WHAT YOU ARE ASKED TO DO:
Reproduce all entries word for word.

Items from a data source
::::::::
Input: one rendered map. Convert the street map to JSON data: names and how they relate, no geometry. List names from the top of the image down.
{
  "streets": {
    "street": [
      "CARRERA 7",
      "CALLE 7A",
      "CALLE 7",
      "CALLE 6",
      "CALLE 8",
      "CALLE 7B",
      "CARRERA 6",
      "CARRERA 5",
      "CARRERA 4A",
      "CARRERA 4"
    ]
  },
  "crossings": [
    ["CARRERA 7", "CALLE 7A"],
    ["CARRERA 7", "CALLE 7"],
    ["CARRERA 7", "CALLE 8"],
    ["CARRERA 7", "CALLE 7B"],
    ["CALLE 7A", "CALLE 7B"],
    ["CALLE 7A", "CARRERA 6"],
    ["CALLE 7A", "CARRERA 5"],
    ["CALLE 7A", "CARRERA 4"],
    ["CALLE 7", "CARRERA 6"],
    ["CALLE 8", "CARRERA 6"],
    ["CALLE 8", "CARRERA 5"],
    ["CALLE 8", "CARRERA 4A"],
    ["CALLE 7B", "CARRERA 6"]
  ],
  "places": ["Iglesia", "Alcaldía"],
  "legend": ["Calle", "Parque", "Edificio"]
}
::::::::
WRITTEN SOLUTION:
Input: one rendered map. Convert the street map to JSON data: names and how they relate, no geometry. List names from the top of the image down.
{
  "streets": {
    "street": [
      "CARRERA 7",
      "CALLE 7A",
      "CALLE 7",
      "CALLE 6",
      "CALLE 8",
      "CALLE 7B",
      "CARRERA 6",
      "CARRERA 5",
      "CARRERA 4A",
      "CARRERA 4"
    ]
  },
  "crossings": [
    ["CARRERA 7", "CALLE 7A"],
    ["CARRERA 7", "CALLE 7"],
    ["CARRERA 7", "CALLE 8"],
    ["CARRERA 7", "CALLE 7B"],
    ["CALLE 7A", "CALLE 7B"],
    ["CALLE 7A", "CARRERA 6"],
    ["CALLE 7A", "CARRERA 5"],
    ["CALLE 7A", "CARRERA 4"],
    ["CALLE 7", "CARRERA 6"],
    ["CALLE 8", "CARRERA 6"],
    ["CALLE 8", "CARRERA 5"],
    ["CALLE 8", "CARRERA 4A"],
    ["CALLE 7B", "CARRERA 6"]
  ],
  "places": ["Iglesia", "Alcaldía"],
  "legend": ["Calle", "Parque", "Edificio"]
}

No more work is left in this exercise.